The RSPB bought land for the original Inner Marsh Farm reserve in 1986 and the reserve opened in June 1992. Three shallow, freshwater pools were created as well as a footpath leading to a hide overlooking the pools. Because of restrictions from the local council, the RSPB did not publicise the reserve and access was originally for members only. The reserve was closed on Tuesdays for essential maintenance. There was a small car park at the end of an untarmacked road, signposted for Burton Point Farm, off Station Road.

The reserve was enlarged by the purchase of land at Burton Marsh Farm in 2006 and Burton Mere Fisheries in 2008. New wetland areas were created along with additional visitor facilities including a reception hide, toilet block and a new entrance and car park. The reserve was renamed Burton Mere Wetlands in September 2011 when the new section was officially opened by the television presenter and naturalist Iolo Williams. Further paths and screens including a path linking the old and new sections of the reserve were opened in April 2014.

In March 2022 a fire broke out on the Neston reedbed section of the nature reserve, the result of a suspected arson attack, burning ten hectares of the marsh.

==Wildlife==
Birds include a variety of waders through the winter and migration seasons including significant numbers of black-tailed godwit, spotted redshank, greenshank and ruff. Winter also brings many ducks including pintail, shoveller, teal and wigeon, as well as small numbers of Bewick's swan and whooper swan. Birds of prey can be seen over the marsh, from the reserve or from nearby Denhall Lane; these include short-eared owl, hen harrier, marsh harrier, merlin, kestrel and peregrine falcon.

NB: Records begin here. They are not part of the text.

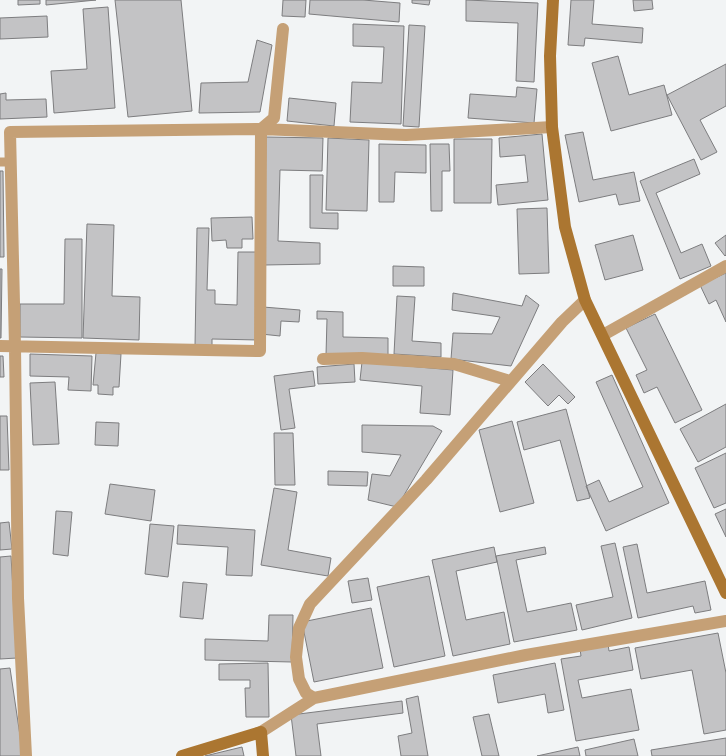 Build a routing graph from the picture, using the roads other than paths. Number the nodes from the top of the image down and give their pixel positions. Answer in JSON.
{"nodes":[{"id":1,"x":553,"y":0,"type":"edge"},
{"id":2,"x":283,"y":29,"type":"dead end"},
{"id":3,"x":552,"y":127,"type":"junction"},
{"id":4,"x":261,"y":129,"type":"junction"},
{"id":5,"x":6,"y":162,"type":"edge"},
{"id":6,"x":726,"y":266,"type":"edge"},
{"id":7,"x":585,"y":300,"type":"junction"},
{"id":8,"x":603,"y":336,"type":"junction"},
{"id":9,"x":0,"y":346,"type":"edge"},
{"id":10,"x":15,"y":346,"type":"junction"},
{"id":11,"x":323,"y":359,"type":"dead end"},
{"id":12,"x":510,"y":381,"type":"junction"},
{"id":13,"x":726,"y":593,"type":"edge"},
{"id":14,"x":726,"y":620,"type":"edge"},
{"id":15,"x":314,"y":698,"type":"junction"},
{"id":16,"x":261,"y":732,"type":"junction"},
{"id":17,"x":26,"y":756,"type":"edge"},
{"id":18,"x":182,"y":756,"type":"edge"},
{"id":19,"x":263,"y":756,"type":"edge"}],
"edges":[{"from":1,"to":3,"type":"street"},
{"from":2,"to":4,"type":"street"},
{"from":3,"to":4,"type":"street"},
{"from":3,"to":7,"type":"street"},
{"from":4,"to":5,"type":"street"},
{"from":4,"to":10,"type":"street"},
{"from":5,"to":10,"type":"street"},
{"from":6,"to":8,"type":"street"},
{"from":7,"to":8,"type":"street"},
{"from":7,"to":12,"type":"street"},
{"from":8,"to":13,"type":"street"},
{"from":9,"to":10,"type":"street"},
{"from":10,"to":17,"type":"street"},
{"from":11,"to":12,"type":"street"},
{"from":12,"to":15,"type":"street"},
{"from":14,"to":15,"type":"street"},
{"from":15,"to":16,"type":"street"},
{"from":16,"to":18,"type":"street"},
{"from":16,"to":19,"type":"street"}]} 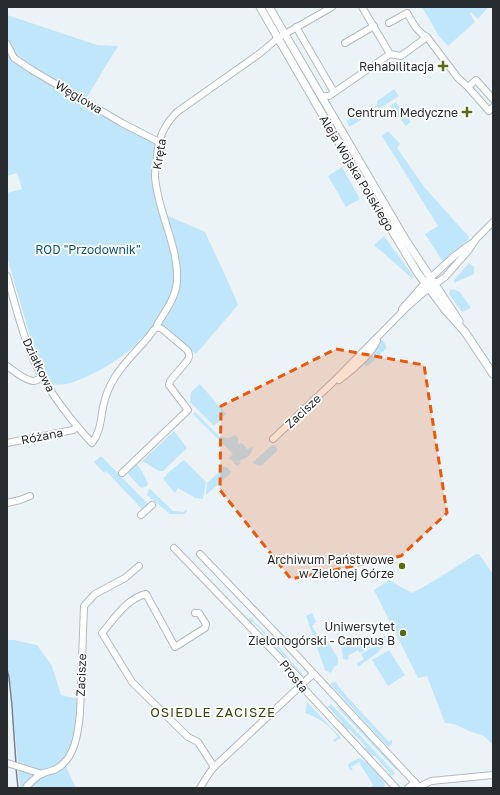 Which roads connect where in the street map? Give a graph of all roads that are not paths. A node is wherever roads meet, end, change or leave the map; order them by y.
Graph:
1 (260, 7) edge
2 (269, 7) edge
3 (332, 7) edge
4 (362, 7) edge
5 (389, 23) dead end
6 (374, 26) junction
7 (296, 27) junction
8 (285, 34) junction
9 (427, 37) junction
10 (278, 38) junction
11 (345, 43) dead end
12 (7, 44) edge
13 (390, 54) junction
14 (468, 87) junction
15 (334, 92) junction
16 (322, 96) junction
17 (493, 99) edge
18 (493, 107) edge
19 (159, 142) junction
20 (493, 222) edge
21 (7, 276) edge
22 (430, 283) junction
23 (157, 327) junction
24 (7, 366) edge
25 (493, 374) edge
26 (42, 377) junction
27 (77, 427) junction
28 (273, 439) dead end
29 (7, 443) edge
30 (92, 443) joint
31 (122, 473) dead end
32 (30, 496) dead end
33 (7, 503) edge
34 (152, 505) dead end
35 (141, 515) dead end
36 (174, 548) dead end
37 (200, 554) dead end
38 (138, 566) dead end
39 (195, 613) dead end
40 (314, 674) junction
41 (303, 685) junction
42 (13, 764) edge
43 (214, 767) junction
44 (42, 774) junction
45 (493, 775) edge
46 (418, 786) edge
47 (26, 788) edge
48 (200, 788) edge
49 (396, 788) edge
50 (408, 788) edge

1 - 10 main road, Aleja Wojska Polskiego
2 - 8 main road, Aleja Wojska Polskiego
3 - 7 street
4 - 6 street
5 - 9 street
6 - 11 street
6 - 13 street
7 - 8 street, Kręta
7 - 15 street
8 - 10 street, Kręta
8 - 16 main road, Aleja Wojska Polskiego
9 - 13 street
9 - 14 street
10 - 19 street, Kręta
10 - 22 main road, Aleja Wojska Polskiego
12 - 19 street, Węglowa
13 - 15 street, Aleja Wojska Polskiego
14 - 17 street
14 - 18 street
15 - 16 street, Aleja Wojska Polskiego
16 - 22 main road, Aleja Wojska Polskiego
19 - 23 street, Kręta
20 - 22 street, Zacisze
21 - 26 street, Działkowa
22 - 25 main road, Aleja Wojska Polskiego
22 - 28 street, Zacisze
23 - 30 street, Kręta
23 - 31 street
24 - 26 street
26 - 27 street, Działkowa
27 - 29 street, Różana
27 - 30 street, Działkowa
32 - 33 street
34 - 35 street
36 - 41 street, Prosta
37 - 40 street, Prosta
38 - 44 street, Zacisze
39 - 43 street
40 - 41 street
40 - 46 street, Prosta
41 - 43 street
41 - 49 street, Prosta
42 - 44 street
43 - 48 street
44 - 47 street, Zacisze
45 - 46 street
46 - 50 street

Breeding birds include good numbers of nationally declining waders such as lapwing and redshank. Avocet also breed on the new pools. Yellow wagtail, skylark, sedge warbler, reed warbler, lesser whitethroat, grasshopper warbler and reed bunting all occur. A colony of little egrets and grey herons breeds in a nearby wood. Western cattle egret bred after an influx in 2017, and nesting attempts by great egret and Eurasian spoonbill were observed in subsequent years. Ten pairs of Mediterranean gulls nested on the reserve in summer 2019.

Mammals on the reserve include harvest mouse, water vole and European hare. Daubenton's bats feed over the wetlands. Insects include the wall brown butterfly and the red-eyed damselfly.

The pools on the reserve are surrounded by reedmace, sea club-rush, grey club-rush, soft rush and hard rush. Areas of damp grassland contain marsh foxtail, floating sweet-grass, creeping bent and soft rush. Wild flowers include marsh marigold and fleabane. Whilst wild orchids such as southern marsh orchid can be found in abundance, bee orchids are also present.